The mismatch is structural. A standard penetration test runs for one to three weeks. It captures a snapshot of your environment at a single point in time. By the time you receive the report, your environment has changed: new code has been deployed, configurations have shifted, staff have rotated. NIST registered 40,000 CVEs in 2024, up 43% from the prior year. Time-to-exploit for new vulnerabilities has collapsed from 32 days in 2022 to just 5 days in 2023--2024.

This is not an argument against penetration testing. It is an argument against treating a pen test as a complete security programme. An annual pen test without continuous vulnerability management, without a functioning remediation pipeline, without executive accountability for findings -- that is compliance theatre, not security assurance. As our assessment sequencing guide explains, the right assessment at the wrong time delivers the wrong outcome.

The uncomfortable truth: A penetration test tells you what a skilled attacker could achieve in a constrained window. It does not tell you what a persistent threat actor will do over months with unlimited patience. The value is in acting on findings, not in receiving the report.

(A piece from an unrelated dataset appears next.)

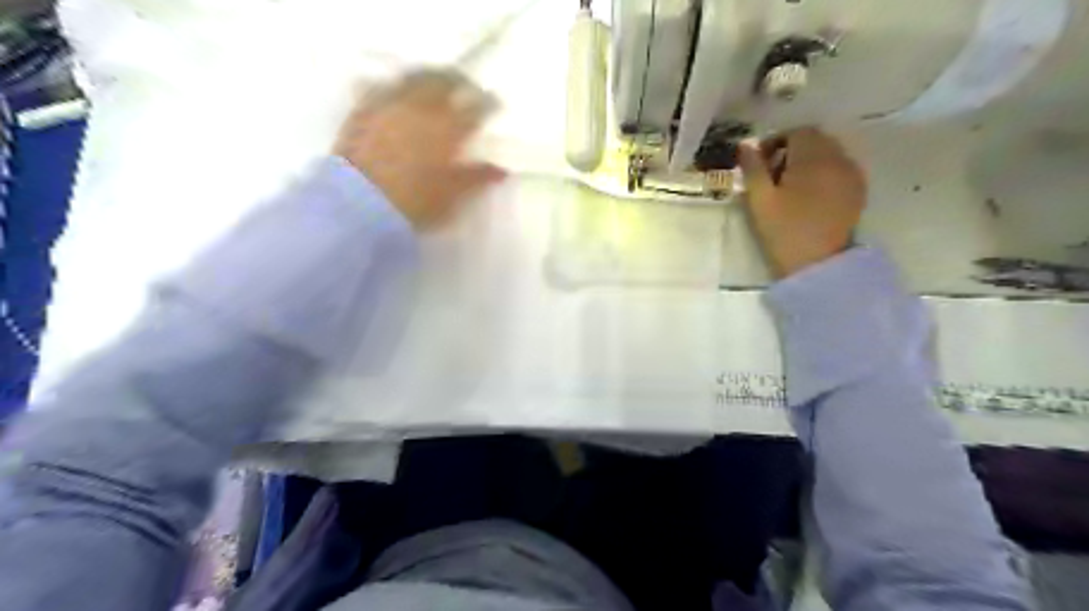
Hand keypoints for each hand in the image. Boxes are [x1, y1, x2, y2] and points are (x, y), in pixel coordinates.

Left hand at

Organisations that extract genuine value from pen testing share three characteristics: they have a functioning vulnerability management process that tracks findings to closure, executive-level accountability for remediation timelines, and they treat the pen test as one input into a continuous security programme rather than the programme itself. A Lighthouse Assessment can help determine whether your organisation is ready to extract real value from a pen test or whether foundational controls should come first.

02 / What pen tests actually find

The findings are predictable. The remediation gaps are where the risk lives.

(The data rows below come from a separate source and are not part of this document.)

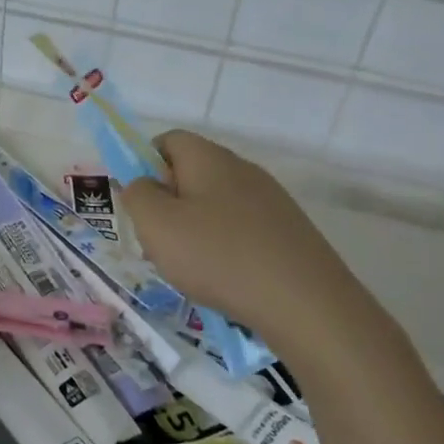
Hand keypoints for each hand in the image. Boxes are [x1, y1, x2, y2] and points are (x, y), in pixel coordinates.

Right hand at [120, 131, 387, 358]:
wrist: (306, 303)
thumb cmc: (219, 256)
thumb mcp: (157, 225)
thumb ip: (137, 195)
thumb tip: (141, 184)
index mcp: (208, 158)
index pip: (167, 140)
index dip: (144, 164)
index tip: (139, 203)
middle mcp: (242, 169)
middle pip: (191, 174)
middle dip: (168, 204)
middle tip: (159, 242)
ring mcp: (271, 200)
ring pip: (216, 205)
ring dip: (195, 230)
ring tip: (190, 269)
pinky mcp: (289, 231)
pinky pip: (242, 230)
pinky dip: (225, 249)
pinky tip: (224, 280)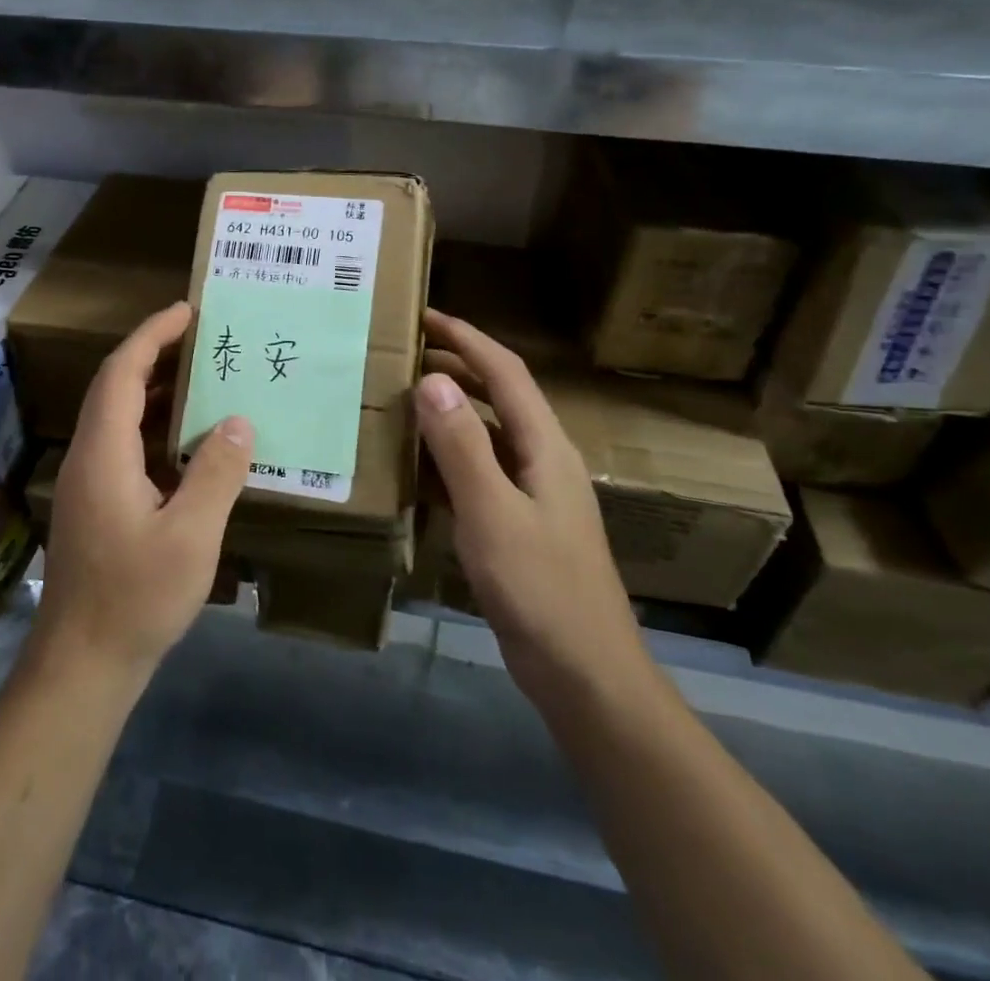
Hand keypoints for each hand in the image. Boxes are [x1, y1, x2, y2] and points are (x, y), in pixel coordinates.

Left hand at [31, 302, 254, 688]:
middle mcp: (90, 457)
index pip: (123, 373)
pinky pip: (125, 446)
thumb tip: (237, 421)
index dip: (152, 336)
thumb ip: (216, 473)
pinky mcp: (97, 506)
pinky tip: (191, 443)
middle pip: (117, 388)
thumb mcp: (190, 536)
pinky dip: (156, 428)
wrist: (82, 665)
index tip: (187, 311)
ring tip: (205, 379)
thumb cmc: (135, 598)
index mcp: (105, 453)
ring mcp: (89, 483)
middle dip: (156, 355)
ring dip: (157, 392)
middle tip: (204, 339)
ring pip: (120, 418)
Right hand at [417, 310, 643, 694]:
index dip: (467, 338)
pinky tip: (416, 464)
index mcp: (545, 446)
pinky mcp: (520, 522)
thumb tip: (432, 380)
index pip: (505, 371)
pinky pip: (481, 469)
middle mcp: (542, 458)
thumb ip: (461, 445)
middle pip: (499, 395)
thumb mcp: (492, 513)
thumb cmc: (541, 589)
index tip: (424, 316)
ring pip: (488, 432)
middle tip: (404, 353)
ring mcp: (533, 492)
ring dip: (451, 408)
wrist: (586, 674)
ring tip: (403, 397)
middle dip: (456, 366)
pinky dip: (449, 453)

After a decade of conducting penetration tests, the most common finding categories remain stubbornly consistent. Security misconfigurations account for 20--30% of all issues. Broken access control is OWASP's number one category in 2025. Cross-site scripting represents 18.4% of web vulnerabilities. Weak or default passwords remain the most common internal pen test finding. And outdated or unpatched software appears in 60% of organisations.

The proportion of serious findings has actually declined from 20% to 11% over the past decade -- a real improvement. But that improvement has plateaued, and it masks a critical gap: only 69% of serious (high and critical) findings are addressed, while 31% remain open. Large enterprises leave roughly 45% of discovered vulnerabilities unresolved after 12 months. Small firms with fewer than 200 employees face the greatest concentration of risk, accounting for 87% of all critical and high findings.

Business logic flaws -- the findings scanners will never catch

The most valuable penetration test findings are often the ones that automated tools cannot detect. Business logic vulnerabilities exploit an application's intended functionality in unintended ways -- working code doing something it should not from a business perspective. OWASP explicitly states they "cannot be detected by a vulnerability scanner and rely upon the skills and creativity of the penetration tester."

Real-world examples illustrate the impact. Negative quantity manipulation has reduced product prices from hundreds of dollars to cents in e-commerce systems. Race conditions in gift card transfer systems have enabled unlimited credit generation. Booking system APIs have exposed passenger data modification capabilities using only a six-character reference -- no authentication required. These vulnerabilities are invisible to automated scanning but represent enormous business risk. Our third-party security risk guide covers how business logic flaws in vendor systems create additional attack surface.

If your pen test report reads like a vulnerability scan export -- a list of CVEs with CVSS scores and no business context -- you are paying pen test prices for scanner results. A genuine penetration test demonstrates exploitation, chains vulnerabilities together, and communicates business impact.

03 / Penetration test types

Not all pen tests are the same. Choosing the wrong type wastes budget and creates blind spots.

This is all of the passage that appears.